-------- Extracted data --------
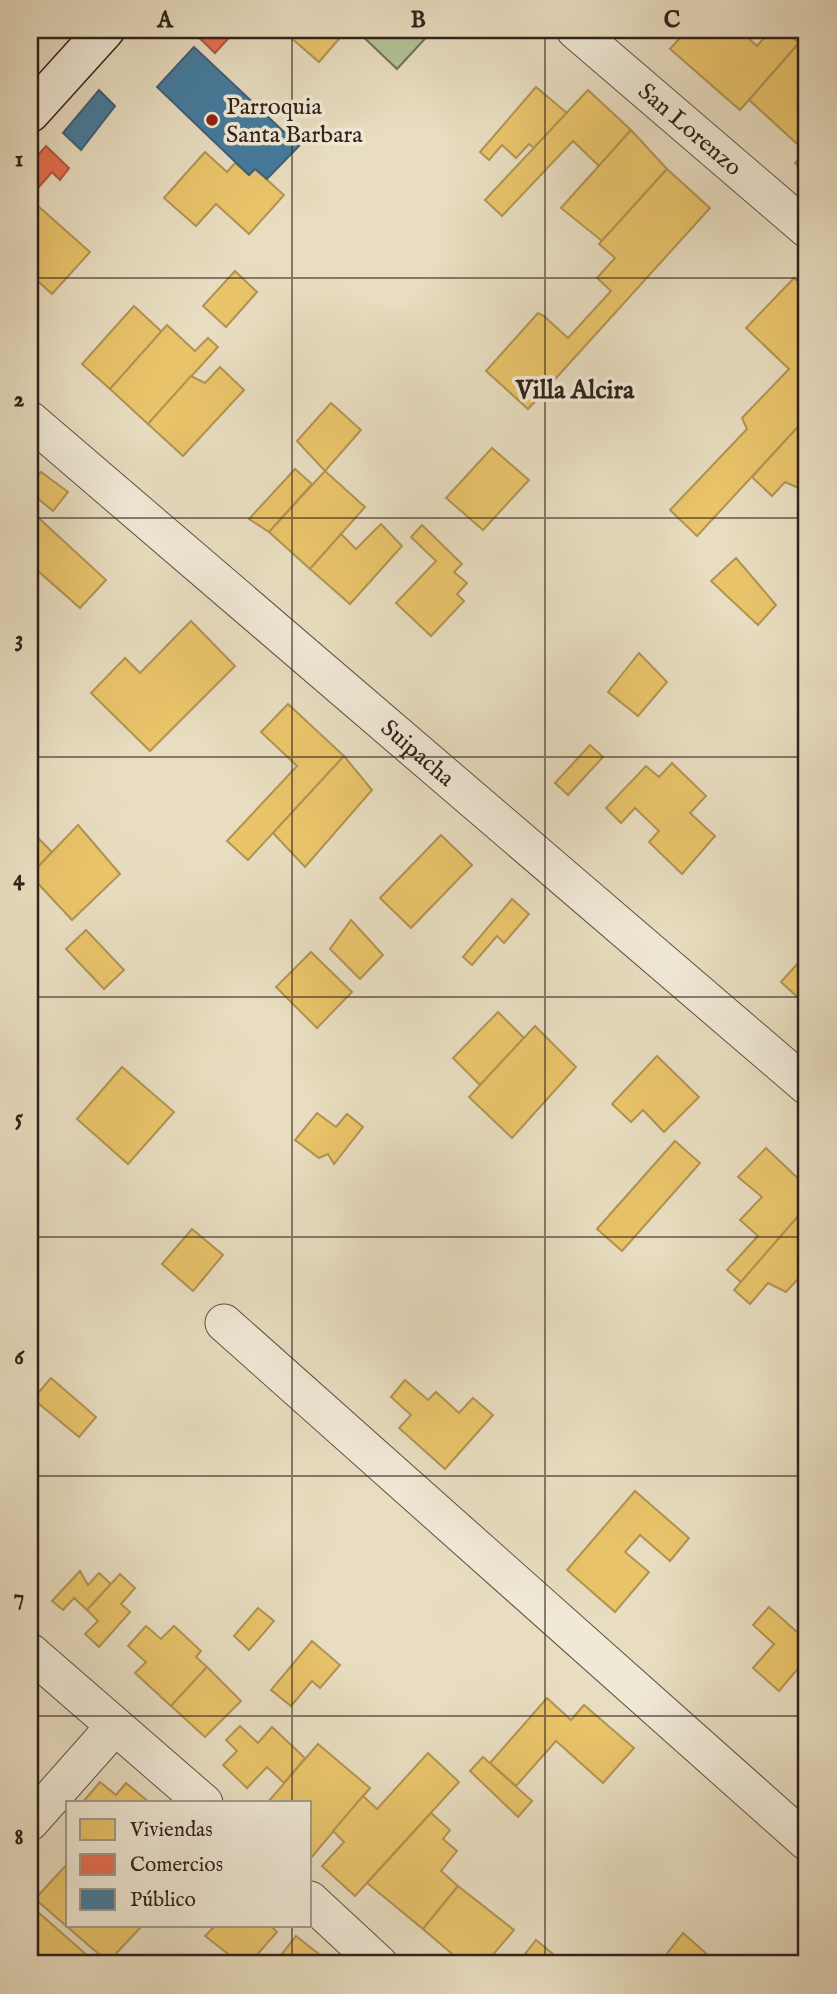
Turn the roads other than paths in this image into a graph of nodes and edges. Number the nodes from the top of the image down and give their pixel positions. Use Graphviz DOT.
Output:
graph roads {
  1 [pos="575,30"];
  2 [pos="98,32"];
  3 [pos="30,113"];
  4 [pos="807,229"];
  5 [pos="30,420"];
  6 [pos="807,1086"];
  7 [pos="225,1323"];
  8 [pos="30,1652"];
  9 [pos="115,1726"];
  10 [pos="202,1801"];
  11 [pos="30,1822"];
  12 [pos="807,1843"];
  13 [pos="312,1902"];
  14 [pos="379,1964"];
  1 -- 4 [label="street, San Lorenzo"];
  2 -- 3 [label="main road"];
  5 -- 6 [label="street, Suipacha"];
  7 -- 12 [label="street"];
  8 -- 9 [label="street"];
  9 -- 10 [label="street"];
  9 -- 11 [label="street"];
  13 -- 14 [label="street"];
}
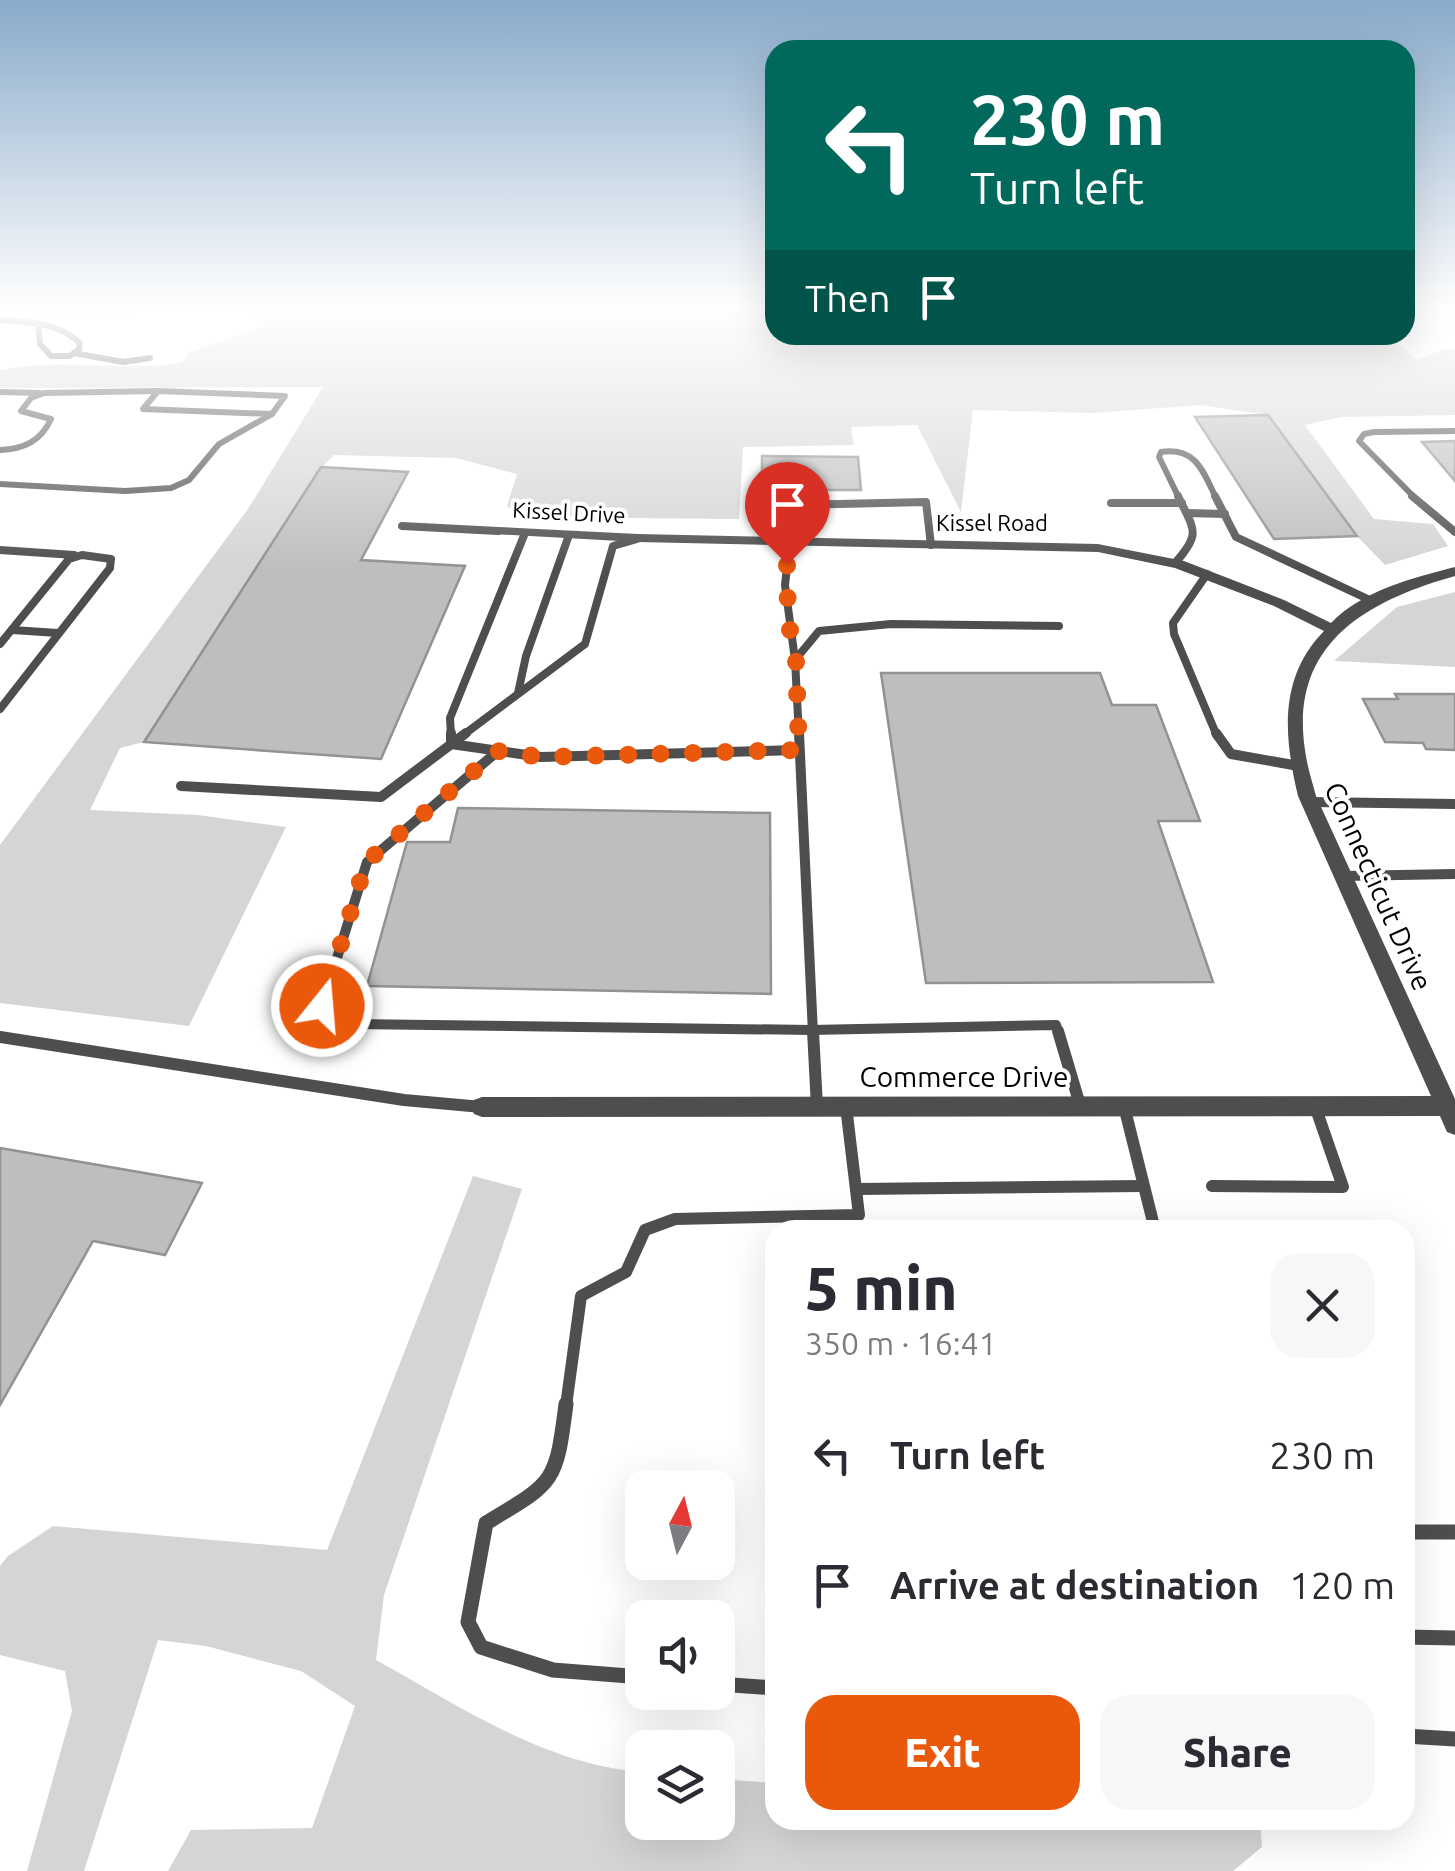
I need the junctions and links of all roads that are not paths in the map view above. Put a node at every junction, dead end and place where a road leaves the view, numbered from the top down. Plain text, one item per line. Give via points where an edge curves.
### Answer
1 (41, 394) edge
2 (155, 394) edge
3 (242, 394) edge
4 (272, 414) junction
5 (1455, 431) edge
6 (0, 450) edge
7 (0, 484) edge
8 (1111, 503) dead end
9 (1182, 503) junction
10 (1186, 513) junction
11 (1225, 514) junction
12 (402, 526) dead end
13 (1454, 529) edge
14 (498, 531) joint
15 (525, 533) junction
16 (569, 535) junction
17 (638, 538) junction
18 (788, 542) junction
19 (931, 544) junction
20 (0, 550) edge
21 (75, 556) junction
22 (1175, 563) junction
23 (1455, 572) edge
24 (1206, 574) junction
25 (1372, 601) junction
26 (1059, 626) dead end
27 (1330, 628) junction
28 (12, 630) junction
29 (58, 633) junction
30 (0, 644) edge
31 (796, 660) junction
32 (518, 694) junction
33 (0, 709) edge
34 (451, 744) junction
35 (799, 750) junction
36 (498, 751) junction
37 (1298, 766) junction
38 (181, 786) dead end
39 (1310, 802) junction
40 (1455, 804) edge
41 (1455, 874) edge
42 (1344, 876) junction
43 (811, 1030) junction
44 (0, 1036) edge
45 (817, 1106) junction
46 (846, 1106) junction
47 (1081, 1106) junction
48 (1124, 1106) junction
49 (1315, 1106) junction
50 (482, 1107) joint
51 (1452, 1112) edge
52 (1144, 1186) junction
53 (1212, 1186) dead end
54 (856, 1190) junction
55 (860, 1220) edge
56 (1152, 1220) edge
57 (765, 1222) edge
58 (1415, 1532) edge
59 (1455, 1532) edge
60 (1415, 1637) edge
61 (1455, 1638) edge
62 (625, 1676) edge
63 (735, 1685) edge
64 (765, 1687) edge
65 (1415, 1737) edge
66 (1455, 1739) edge

1 - 6 lane via 21,411 51,419 50,426 33,443
2 - 4 lane via 143,408
3 - 4 lane via 285,396
4 - 7 lane via 218,444 175,488
5 - 13 lane via 1374,432 1358,441 1394,482
8 - 9 lane
9 - 10 lane
9 - 11 lane via 1161,452 1182,451 1197,460
10 - 11 lane
10 - 22 lane via 1196,532
11 - 25 lane via 1246,545
12 - 14 lane
14 - 15 street, Kissel Drive
15 - 16 street, Kissel Drive
15 - 34 lane via 450,718
16 - 17 street, Kissel Drive
16 - 32 lane
17 - 18 street, Kissel Road
17 - 32 lane via 614,546 585,644
18 - 19 street, Kissel Road
18 - 19 lane via 794,505 926,502
18 - 31 lane via 788,620
19 - 22 street, Kissel Road via 1076,546
20 - 21 lane
21 - 28 lane
21 - 29 lane via 112,562
22 - 24 street, Kissel Road
23 - 25 street, Connecticut Drive
24 - 27 street, Kissel Road
24 - 37 lane via 1173,623 1220,743 1231,754
25 - 27 street, Connecticut Drive
26 - 31 lane via 857,624 820,631
27 - 37 street, Connecticut Drive via 1298,684
28 - 29 lane
28 - 30 lane
29 - 33 lane
31 - 35 lane
32 - 34 lane
34 - 36 lane
34 - 38 lane via 381,797
35 - 36 lane via 541,757
35 - 43 lane
36 - 43 lane via 366,862 322,1006 352,1024
37 - 39 street, Connecticut Drive
39 - 40 lane
39 - 42 street, Connecticut Drive
41 - 42 lane
42 - 51 street, Connecticut Drive
43 - 45 lane
43 - 47 lane via 1056,1024
44 - 50 lane
45 - 46 street, Commerce Drive
45 - 50 street, Commerce Drive
46 - 47 street, Commerce Drive
46 - 54 lane
47 - 48 street, Commerce Drive
48 - 49 street, Commerce Drive
48 - 52 lane
49 - 51 street, Commerce Drive
49 - 53 lane via 1343,1187
52 - 54 lane
52 - 56 lane
54 - 55 lane
57 - 62 lane via 656,1221 636,1240 619,1278 592,1285 581,1296 558,1466 535,1494 486,1524 468,1622 481,1648 553,1670
58 - 59 lane
60 - 61 lane
63 - 64 lane
65 - 66 lane

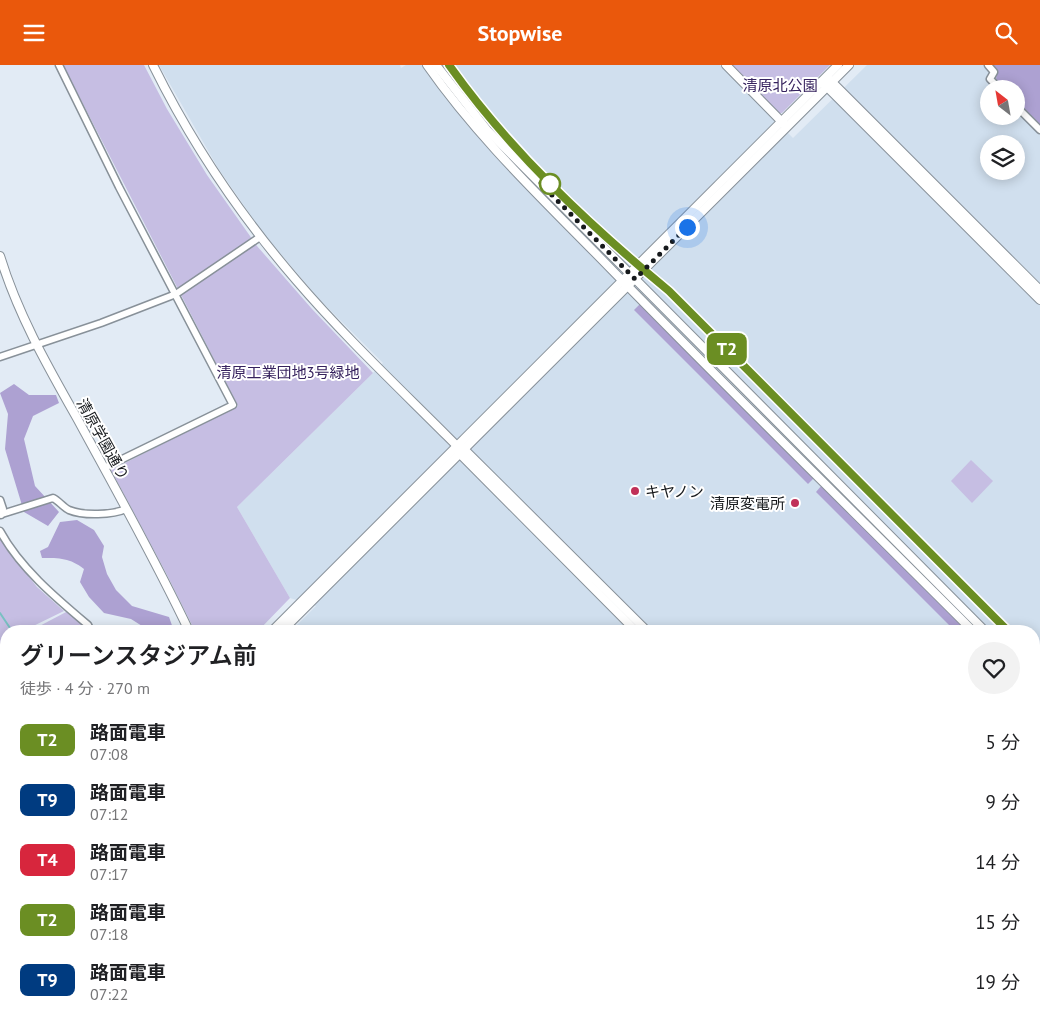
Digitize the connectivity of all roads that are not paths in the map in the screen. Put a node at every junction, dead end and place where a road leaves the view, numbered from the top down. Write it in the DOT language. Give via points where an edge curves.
graph roads {
  1 [pos="59,65"];
  2 [pos="154,65"];
  3 [pos="427,65"];
  4 [pos="436,65"];
  5 [pos="726,65"];
  6 [pos="838,65"];
  7 [pos="849,65"];
  8 [pos="988,65"];
  9 [pos="991,80"];
  10 [pos="827,82"];
  11 [pos="1025,114"];
  12 [pos="785,124"];
  13 [pos="1040,130"];
  14 [pos="260,237"];
  15 [pos="0,257"];
  16 [pos="632,277"];
  17 [pos="625,283"];
  18 [pos="1040,290"];
  19 [pos="176,294"];
  20 [pos="1040,300"];
  21 [pos="36,345"];
  22 [pos="0,357"];
  23 [pos="460,450"];
  24 [pos="104,468"];
  25 [pos="0,500"];
  26 [pos="126,509"];
  27 [pos="1,514"];
  28 [pos="0,531"];
  29 [pos="88,625"];
  30 [pos="186,625"];
  31 [pos="278,625"];
  32 [pos="288,625"];
  33 [pos="630,625"];
  34 [pos="641,625"];
  35 [pos="967,625"];
  36 [pos="979,625"];
  1 -- 19 [label="street"];
  2 -- 14 [label="street" via="205,156"];
  3 -- 17 [label="street" via="483,138"];
  4 -- 16 [label="street" via="487,130"];
  5 -- 12 [label="street"];
  6 -- 10 [label="street"];
  7 -- 10 [label="street"];
  8 -- 9 [label="street" via="994,72"];
  10 -- 12 [label="street"];
  10 -- 18 [label="street"];
  10 -- 20 [label="street"];
  11 -- 13 [label="street"];
  12 -- 16 [label="street"];
  14 -- 19 [label="street"];
  14 -- 23 [label="street" via="317,304"];
  15 -- 21 [label="street, 清原学園通り" via="11,291"];
  16 -- 17 [label="street"];
  16 -- 36 [label="street"];
  17 -- 23 [label="street"];
  17 -- 35 [label="street"];
  19 -- 21 [label="street"];
  19 -- 24 [label="street" via="233,405"];
  21 -- 22 [label="street"];
  21 -- 24 [label="street, 清原学園通り"];
  23 -- 31 [label="street"];
  23 -- 32 [label="street"];
  23 -- 33 [label="street"];
  23 -- 34 [label="street"];
  24 -- 26 [label="street, 清原学園通り"];
  25 -- 27 [label="street"];
  26 -- 27 [label="street" via="116,513 79,513 68,510 52,498"];
  26 -- 30 [label="street, 清原学園通り"];
  28 -- 29 [label="street" via="14,554"];
}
--------
### Exercise goal:
For the string "view", filter the data and copy out each line where it occurs.

### The answer:
I need the junctions and links of all roads that are not paths in the map view above. Put a node at every junction, dead end and place where a road leaves the view, numbered from the top down. Plain text, one item per line. Give via points where an edge curves.
Digitize the connectivity of all roads that are not paths in the map in the screen. Put a node at every junction, dead end and place where a road leaves the view, numbered from the top down. Write it in the DOT language. Give via points where an edge curves.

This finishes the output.